*WORK REQUEST*:
Would you please transcribe exactly the lines from the one containing "Extract the road" through the end of the material below, and only those?

**** EXERCISE MATERIALS ****

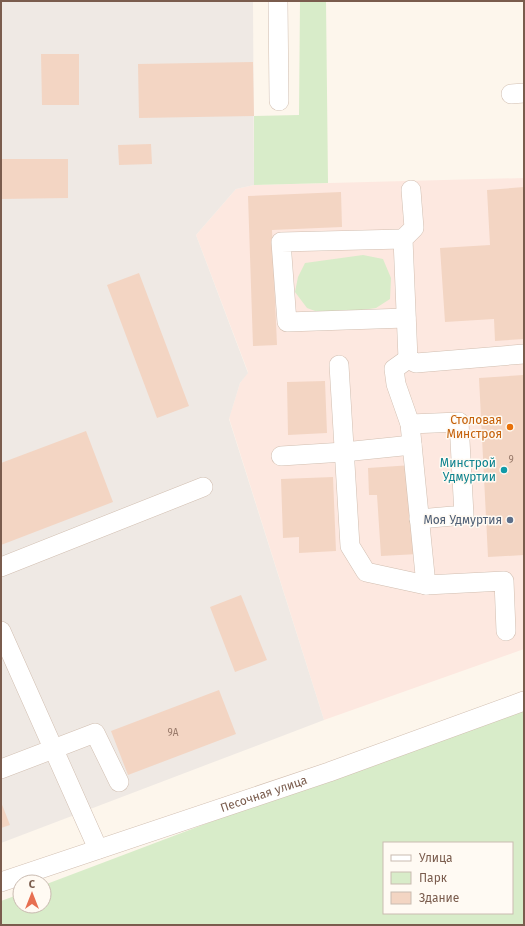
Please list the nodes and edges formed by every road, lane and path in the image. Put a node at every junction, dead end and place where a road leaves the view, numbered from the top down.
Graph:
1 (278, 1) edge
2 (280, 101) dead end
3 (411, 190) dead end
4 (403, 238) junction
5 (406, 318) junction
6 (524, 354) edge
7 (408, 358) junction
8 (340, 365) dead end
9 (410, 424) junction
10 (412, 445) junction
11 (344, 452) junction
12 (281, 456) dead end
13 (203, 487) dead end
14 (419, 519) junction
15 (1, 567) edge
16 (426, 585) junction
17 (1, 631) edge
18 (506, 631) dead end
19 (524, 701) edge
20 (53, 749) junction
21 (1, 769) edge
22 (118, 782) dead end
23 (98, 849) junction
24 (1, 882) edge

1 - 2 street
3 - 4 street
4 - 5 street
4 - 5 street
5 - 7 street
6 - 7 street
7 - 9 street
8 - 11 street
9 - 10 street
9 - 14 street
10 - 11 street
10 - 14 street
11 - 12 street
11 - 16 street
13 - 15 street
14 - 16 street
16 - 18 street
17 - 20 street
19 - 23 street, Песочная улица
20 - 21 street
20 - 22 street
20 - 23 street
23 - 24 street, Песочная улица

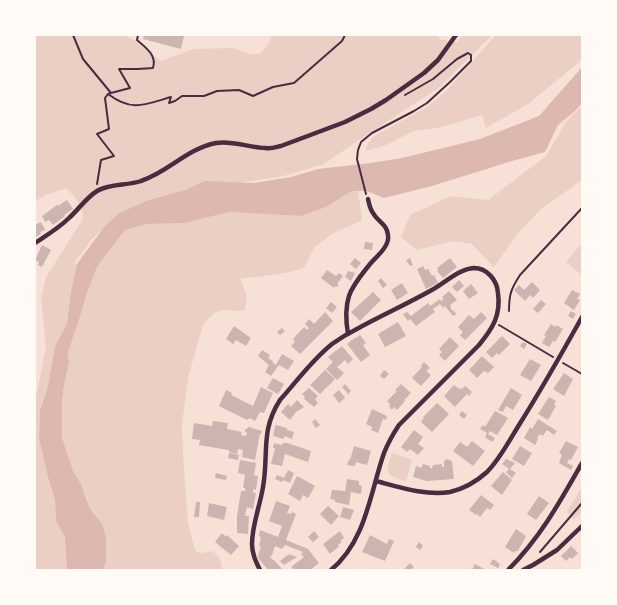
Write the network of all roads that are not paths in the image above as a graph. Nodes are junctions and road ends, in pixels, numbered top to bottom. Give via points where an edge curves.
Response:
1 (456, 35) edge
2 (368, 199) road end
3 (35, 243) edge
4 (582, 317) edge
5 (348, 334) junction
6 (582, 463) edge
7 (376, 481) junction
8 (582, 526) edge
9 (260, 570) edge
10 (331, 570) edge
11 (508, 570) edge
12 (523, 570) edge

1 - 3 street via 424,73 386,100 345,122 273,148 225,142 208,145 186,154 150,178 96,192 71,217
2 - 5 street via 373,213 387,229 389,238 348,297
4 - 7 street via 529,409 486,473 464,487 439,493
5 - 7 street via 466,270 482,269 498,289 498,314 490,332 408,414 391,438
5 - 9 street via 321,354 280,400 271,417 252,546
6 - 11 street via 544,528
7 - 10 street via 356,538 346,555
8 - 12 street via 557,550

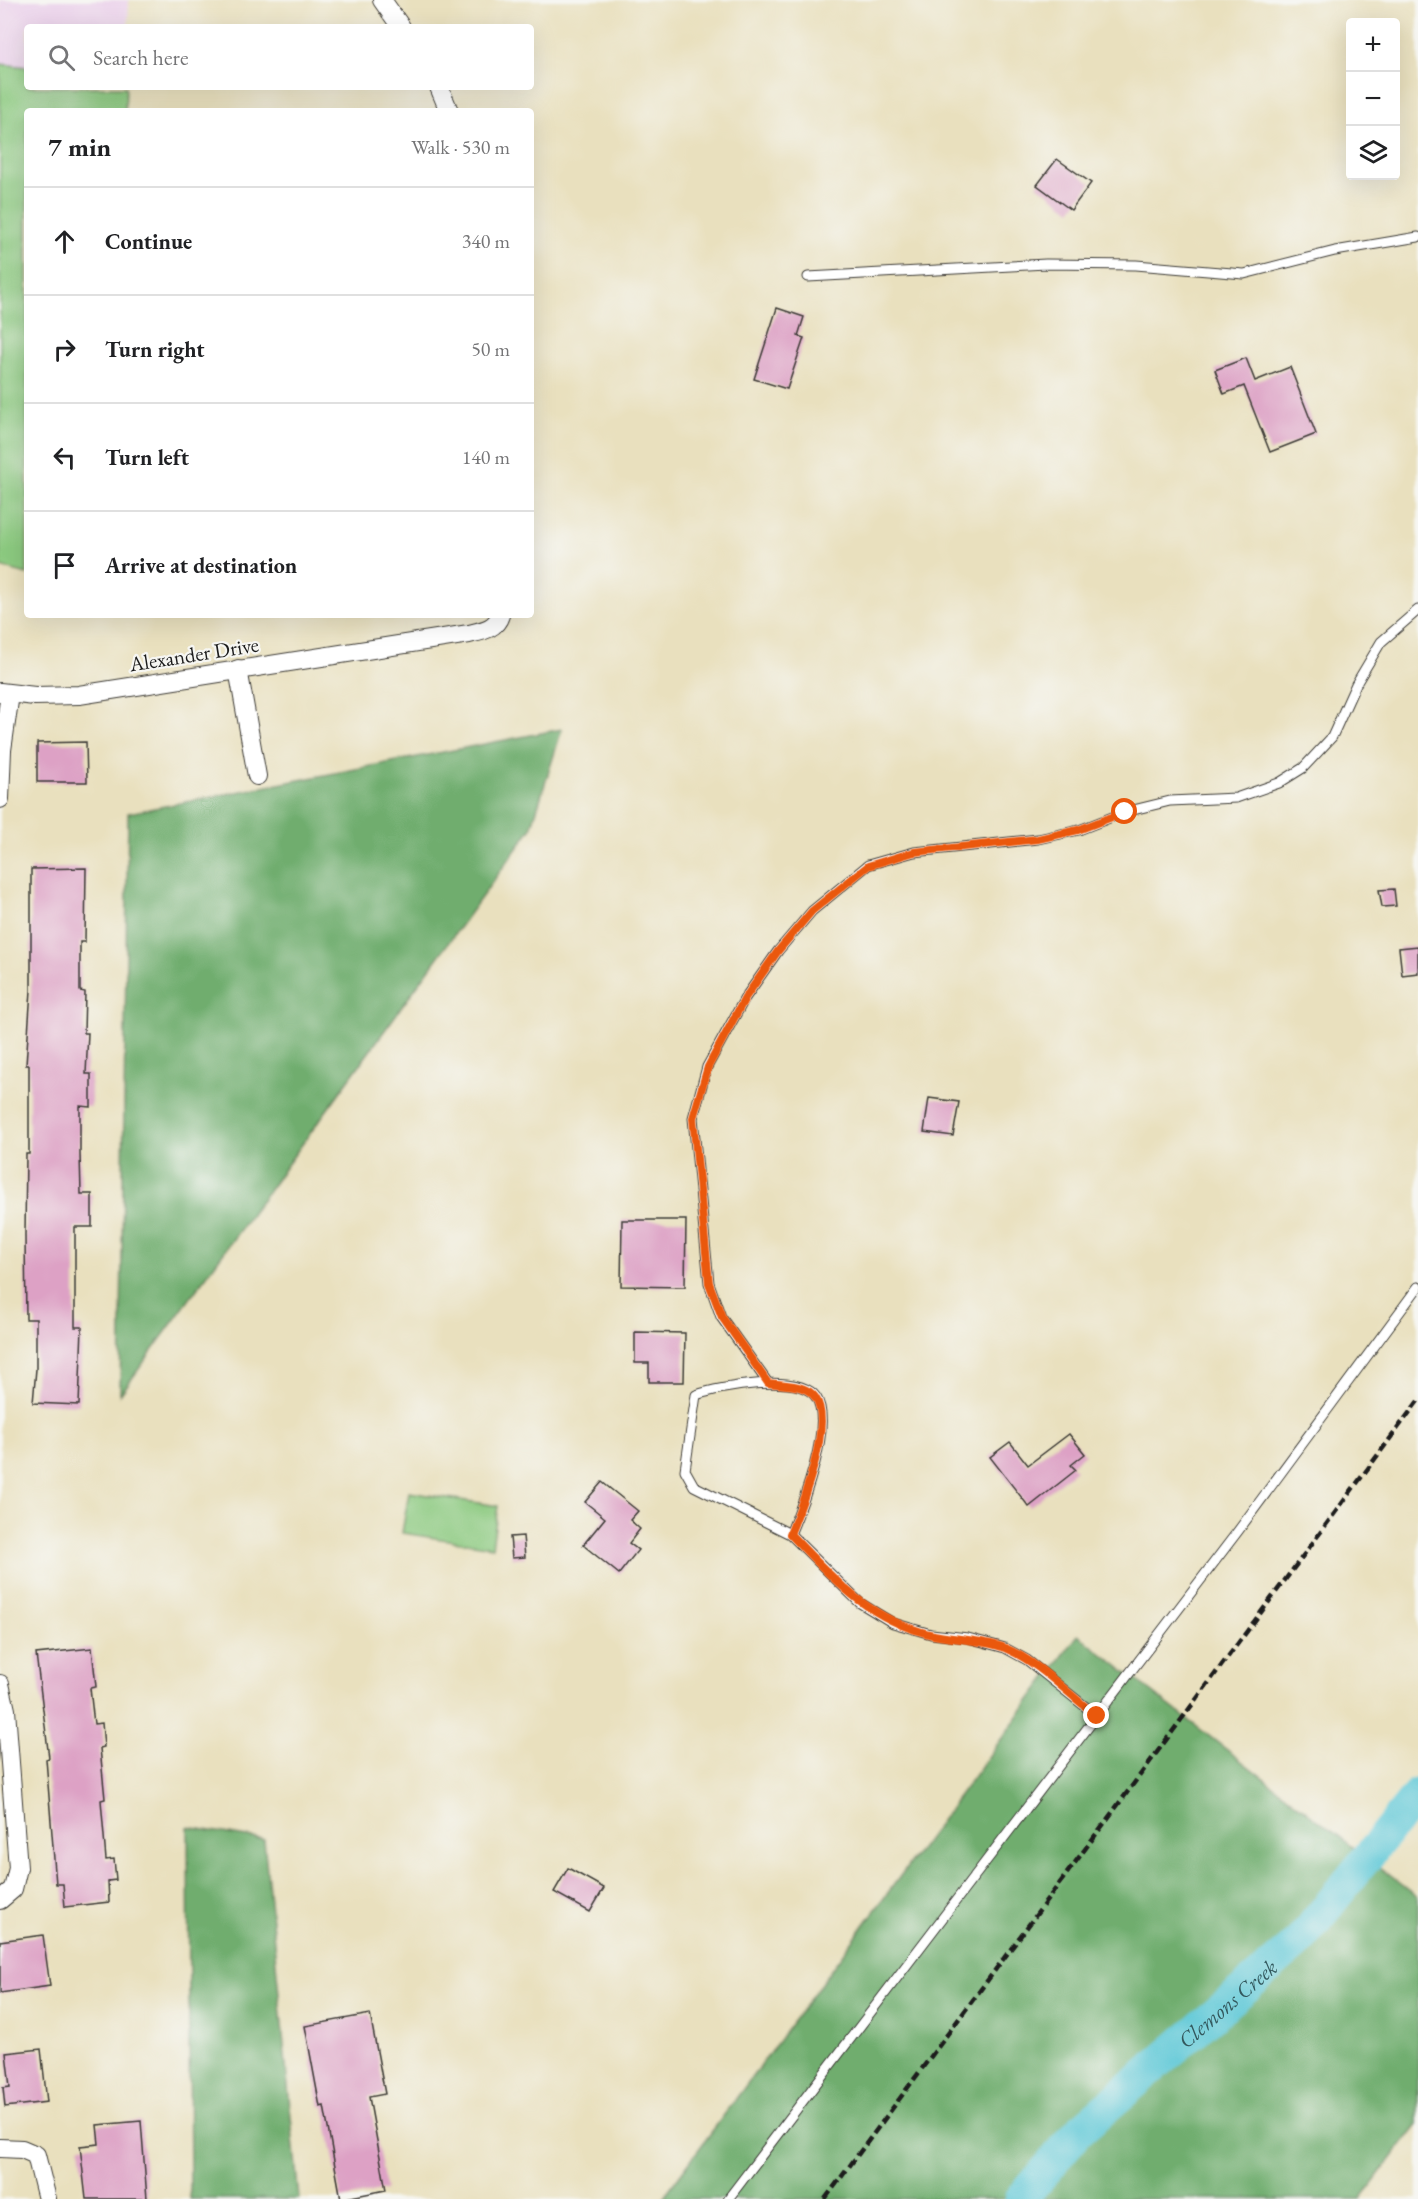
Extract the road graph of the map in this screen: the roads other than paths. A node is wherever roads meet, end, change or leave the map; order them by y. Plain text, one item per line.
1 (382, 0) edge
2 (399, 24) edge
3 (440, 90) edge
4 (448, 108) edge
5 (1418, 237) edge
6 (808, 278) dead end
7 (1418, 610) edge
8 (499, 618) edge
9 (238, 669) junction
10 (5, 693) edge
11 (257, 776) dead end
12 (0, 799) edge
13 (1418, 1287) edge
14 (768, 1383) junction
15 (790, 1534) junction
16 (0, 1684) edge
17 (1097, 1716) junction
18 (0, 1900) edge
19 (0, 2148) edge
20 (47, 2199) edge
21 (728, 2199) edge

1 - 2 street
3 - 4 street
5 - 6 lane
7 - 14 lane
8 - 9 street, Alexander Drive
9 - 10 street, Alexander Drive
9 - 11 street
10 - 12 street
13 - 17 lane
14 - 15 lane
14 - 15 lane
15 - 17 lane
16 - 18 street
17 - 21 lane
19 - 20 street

****

*YOUR RESPONSE*:
Extract the road graph of the map in this screen: the roads other than paths. A node is wherever roads meet, end, change or leave the map; order them by y. Plain text, one item per line.
1 (382, 0) edge
2 (399, 24) edge
3 (440, 90) edge
4 (448, 108) edge
5 (1418, 237) edge
6 (808, 278) dead end
7 (1418, 610) edge
8 (499, 618) edge
9 (238, 669) junction
10 (5, 693) edge
11 (257, 776) dead end
12 (0, 799) edge
13 (1418, 1287) edge
14 (768, 1383) junction
15 (790, 1534) junction
16 (0, 1684) edge
17 (1097, 1716) junction
18 (0, 1900) edge
19 (0, 2148) edge
20 (47, 2199) edge
21 (728, 2199) edge

1 - 2 street
3 - 4 street
5 - 6 lane
7 - 14 lane
8 - 9 street, Alexander Drive
9 - 10 street, Alexander Drive
9 - 11 street
10 - 12 street
13 - 17 lane
14 - 15 lane
14 - 15 lane
15 - 17 lane
16 - 18 street
17 - 21 lane
19 - 20 street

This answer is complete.